Source: Accenture Mobile Web Watch 2013

This is more than just anecdotal. Accenture surveyed nearly 31,000 consumers in 26 countries to understand what communications service providers (CSPs) must do to “address their well-connected consumers’ desire for immediacy and increased control of their digital communication and entertainment options.”  It is representative of Internet users in terms of age, gender and income.

Key findings on consumer mobile wants are food for thought

Here are a few of the key findings from the infographic to consider:

  • 97 percent of all respondents cited speed as important
  • 78 percent said there is some room for improvement
  • 63 percent said they would pay additional monthly fees for mobile Internet service that would be 10 times faster than their current connection

That said, as will real estate this comes down to location, location and location when it comes to willingness to pay.

  • In mature markets, the willingness to pay extra for 4G is lower (57 percent of all respondents in these markets), except in Italy (71 percent) and Finland (70 percent)
  • In emerging markets, 76 percent would pay more for 4G

This is not just about speed. The survey also showed that providers must deliver an outstanding quality of service to satisfy customers.

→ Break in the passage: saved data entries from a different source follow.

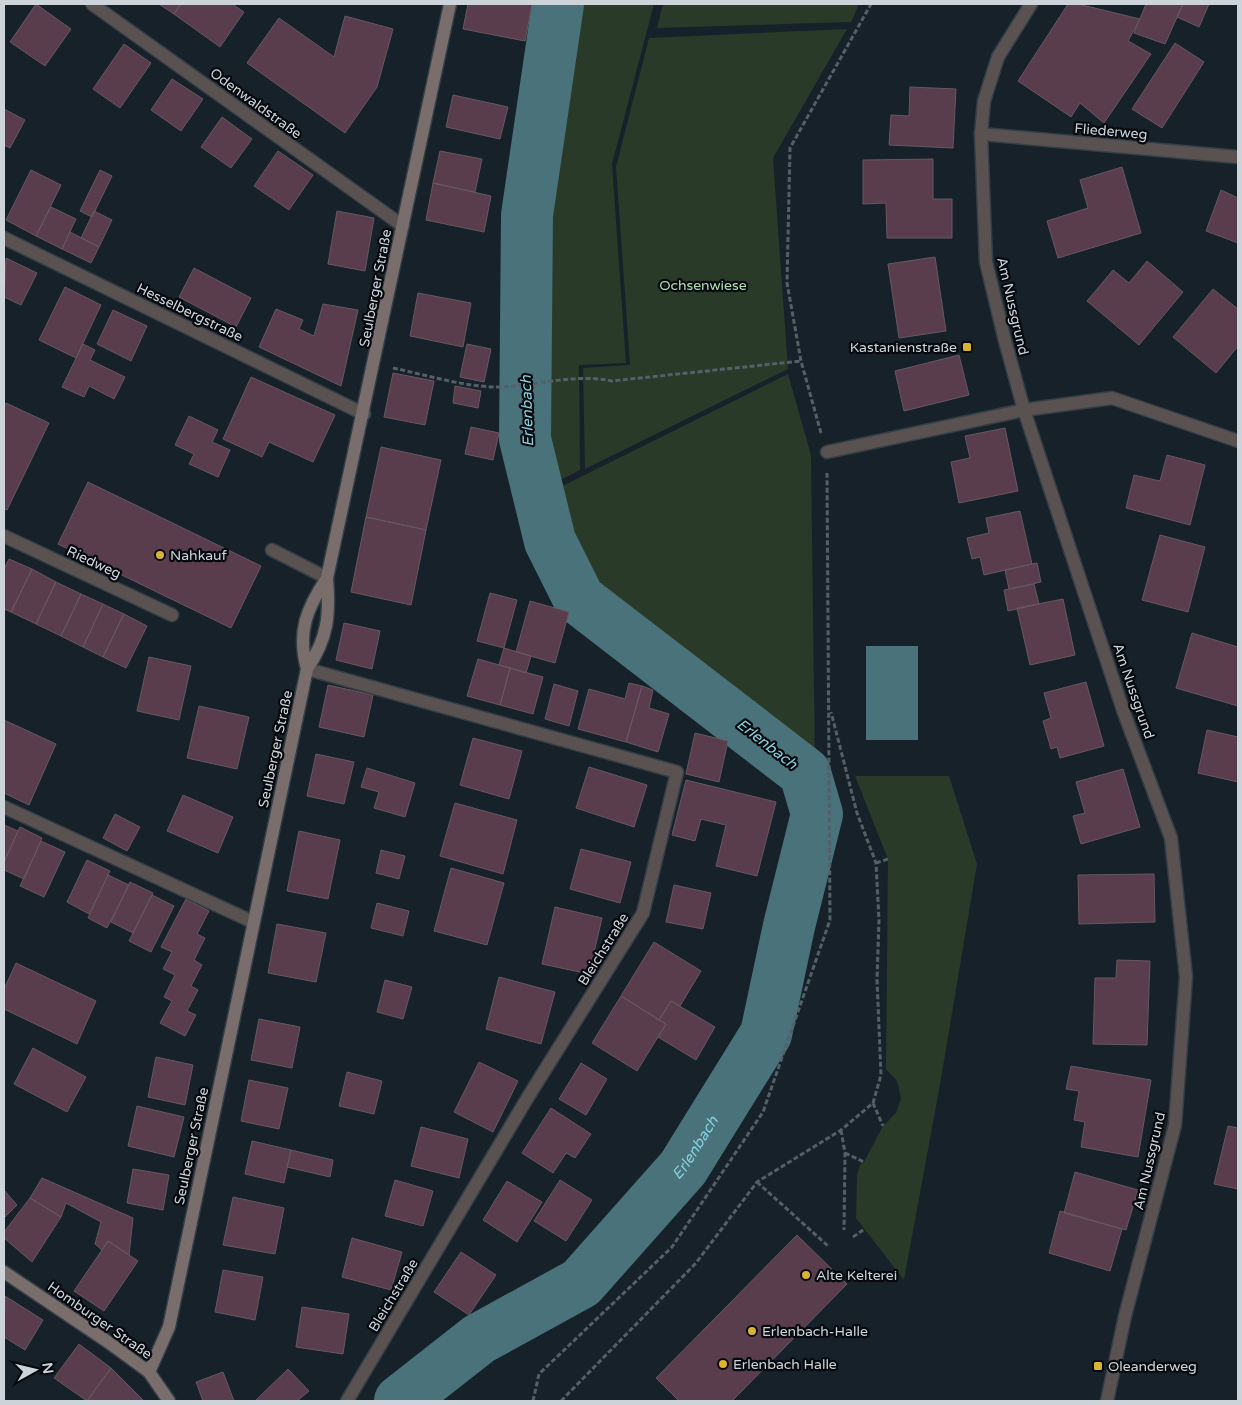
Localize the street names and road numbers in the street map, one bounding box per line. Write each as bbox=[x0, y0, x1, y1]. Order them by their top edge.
street label: Odenwaldstraße bbox=[207, 64, 305, 142]
street label: Fliederweg bbox=[1074, 120, 1148, 143]
street label: Seulberger Straße bbox=[356, 228, 395, 348]
street label: Am Nussgrund bbox=[993, 255, 1032, 357]
street label: Hesselbergstraße bbox=[134, 279, 246, 345]
street label: Riedweg bbox=[64, 543, 124, 582]
street label: Am Nussgrund bbox=[1109, 641, 1158, 741]
street label: Seulberger Straße bbox=[255, 689, 296, 809]
street label: Bleichstraße bbox=[574, 910, 632, 989]
street label: Seulberger Straße bbox=[171, 1086, 212, 1206]
street label: Am Nussgrund bbox=[1130, 1110, 1169, 1212]
street label: Bleichstraße bbox=[365, 1256, 422, 1335]
street label: Homburger Straße bbox=[44, 1278, 155, 1363]

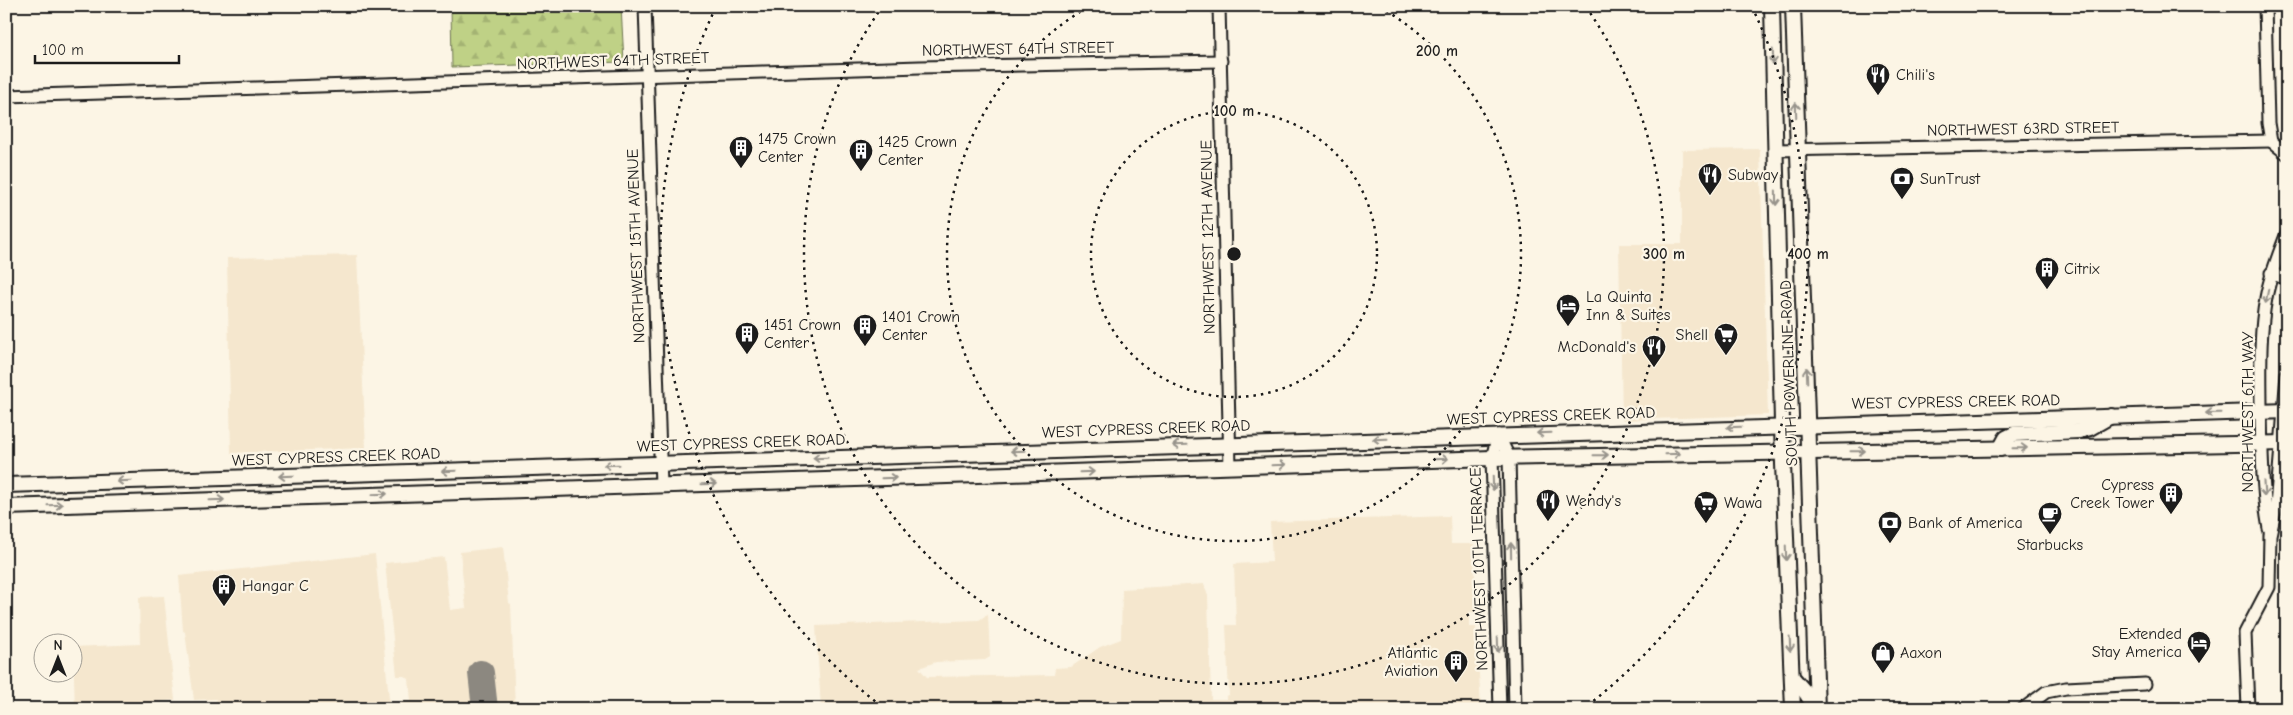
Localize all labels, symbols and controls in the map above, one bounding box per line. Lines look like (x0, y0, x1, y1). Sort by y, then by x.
scale bar (35, 32, 179, 64)
street label: NORTHWEST 64TH STREET (922, 38, 1115, 60)
text: 100 m (42, 41, 84, 59)
text: 200 m (1416, 42, 1458, 60)
one-way arrow (1768, 48, 1778, 65)
street label: NORTHWEST 64TH STREET (517, 49, 710, 73)
restaurant icon: Chili's (1865, 62, 1891, 96)
place label: Chili's (1896, 66, 1935, 84)
text: 100 m (1214, 102, 1254, 120)
one-way arrow (1791, 102, 1801, 118)
street label: NORTHWEST 63RD STREET (1927, 118, 2120, 140)
place label: 1475 Crown Center (758, 130, 836, 166)
place label: 1425 Crown Center (878, 133, 957, 169)
building icon: 1475 Crown Center (728, 135, 754, 169)
building icon: 1425 Crown Center (848, 138, 874, 172)
street label: NORTHWEST 12TH AVENUE (1197, 139, 1219, 334)
street label: NORTHWEST 15TH AVENUE (624, 148, 648, 344)
restaurant icon: Subway (1697, 162, 1723, 196)
place label: Subway (1728, 166, 1779, 184)
bank icon: SunTrust (1889, 166, 1915, 200)
place label: SunTrust (1920, 170, 1980, 188)
one-way arrow (1772, 190, 1781, 206)
centre of rings (1225, 245, 1243, 263)
text: 300 m (1643, 245, 1685, 263)
text: 400 m (1787, 245, 1829, 263)
building icon: Citrix (2034, 256, 2060, 290)
place label: Citrix (2064, 260, 2100, 278)
street label: SOUTH POWERLINE ROAD (1777, 280, 1801, 466)
one-way arrow (2261, 287, 2271, 303)
place label: La Quinta Inn & Suites (1586, 288, 1671, 324)
hotel icon: La Quinta Inn & Suites (1555, 293, 1581, 327)
place label: 1401 Crown Center (882, 308, 960, 344)
building icon: 1401 Crown Center (852, 313, 878, 347)
place label: 1451 Crown Center (764, 316, 841, 352)
building icon: 1451 Crown Center (734, 321, 760, 355)
supermarket icon: Shell (1713, 322, 1739, 356)
place label: Shell (1676, 326, 1708, 344)
street label: NORTHWEST 6TH WAY (2239, 331, 2257, 493)
restaurant icon: McDonald's (1641, 334, 1667, 368)
place label: McDonald's (1557, 338, 1636, 356)
one-way arrow (1802, 367, 1811, 383)
street label: WEST CYPRESS CREEK ROAD (1852, 391, 2060, 413)
street label: WEST CYPRESS CREEK ROAD (1446, 403, 1656, 429)
one-way arrow (2205, 408, 2221, 418)
street label: WEST CYPRESS CREEK ROAD (1041, 416, 1251, 442)
one-way arrow (1726, 422, 1742, 432)
one-way arrow (1536, 429, 1552, 438)
street label: WEST CYPRESS CREEK ROAD (636, 430, 846, 456)
one-way arrow (1372, 434, 1388, 444)
one-way arrow (1172, 441, 1188, 450)
one-way arrow (2012, 443, 2028, 453)
street label: WEST CYPRESS CREEK ROAD (231, 444, 441, 470)
one-way arrow (1010, 446, 1026, 456)
one-way arrow (1850, 447, 1866, 456)
one-way arrow (1664, 449, 1681, 459)
one-way arrow (1593, 451, 1609, 460)
one-way arrow (813, 453, 829, 463)
one-way arrow (1433, 455, 1449, 464)
one-way arrow (603, 461, 619, 470)
one-way arrow (1270, 461, 1286, 470)
one-way arrow (441, 466, 457, 475)
one-way arrow (1078, 467, 1094, 476)
street label: NORTHWEST 10TH TERRACE (1466, 467, 1492, 671)
one-way arrow (279, 471, 295, 480)
one-way arrow (881, 473, 897, 483)
one-way arrow (1488, 474, 1497, 490)
one-way arrow (116, 476, 132, 486)
place label: Cypress Creek Tower (2070, 476, 2155, 512)
one-way arrow (701, 479, 717, 489)
building icon: Cypress Creek Tower (2158, 481, 2184, 515)
one-way arrow (2259, 481, 2268, 497)
restaurant icon: Wendy's (1535, 488, 1561, 522)
one-way arrow (372, 490, 388, 499)
supermarket icon: Wawa (1693, 490, 1719, 524)
place label: Wendy's (1566, 492, 1621, 510)
place label: Wawa (1724, 494, 1763, 512)
one-way arrow (209, 495, 225, 504)
one-way arrow (46, 500, 63, 510)
cafe icon: Starbucks (2037, 501, 2063, 535)
bank icon: Bank of America (1877, 510, 1903, 544)
place label: Bank of America (1908, 514, 2023, 532)
place label: Starbucks (2017, 536, 2084, 554)
one-way arrow (1506, 543, 1516, 559)
one-way arrow (1782, 545, 1791, 561)
building icon: Hangar C (211, 573, 237, 607)
place label: Hangar C (242, 577, 309, 595)
place label: Extended Stay America (2092, 625, 2182, 661)
hotel icon: Extended Stay America (2186, 630, 2212, 664)
north arrow (32, 632, 82, 682)
one-way arrow (1785, 635, 1795, 651)
text: N (53, 637, 63, 654)
one-way arrow (1493, 637, 1502, 653)
shop icon: Aaxon (1870, 640, 1896, 674)
place label: Atlantic Aviation (1385, 644, 1438, 680)
place label: Aaxon (1900, 644, 1942, 662)
building icon: Atlantic Aviation (1443, 649, 1469, 683)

  • 96 percent said the quality of network is important which is close to the 95 percent who desire higher speeds
  • Accenture found it surprising that 94 percent said the cost of data is slightly less important than quality, coverage, or connection speed
  • 89 percent cited customer service as being important

“Mobility is not only driving convergence, but it is also accelerating consumers’ appetites for a high-quality, seamless experience on their mobile devices,” said Monte Hong, Accenture’s managing director for Global Communications Industry and Asia Pacific Communications Industry. “These days, every business is a digital business, and consumers are looking for the kinds of personal relationships that were typical years ago, between shoppers and their neighborhood store. To stay in the game, providers must deliver the variety of services consumers and businesses want – on fast, reliable, secure networks – or they will struggle to keep up with competitors at every turn.”

Competition is fierce

As noted above, another finding was that network operators need to up their game to stay in the race. In fact, the survey revealed that customer loyalty is fickle and competition from “non-traditional” competitors that include device manufacturers and financial institutions is a current and persistent challenge.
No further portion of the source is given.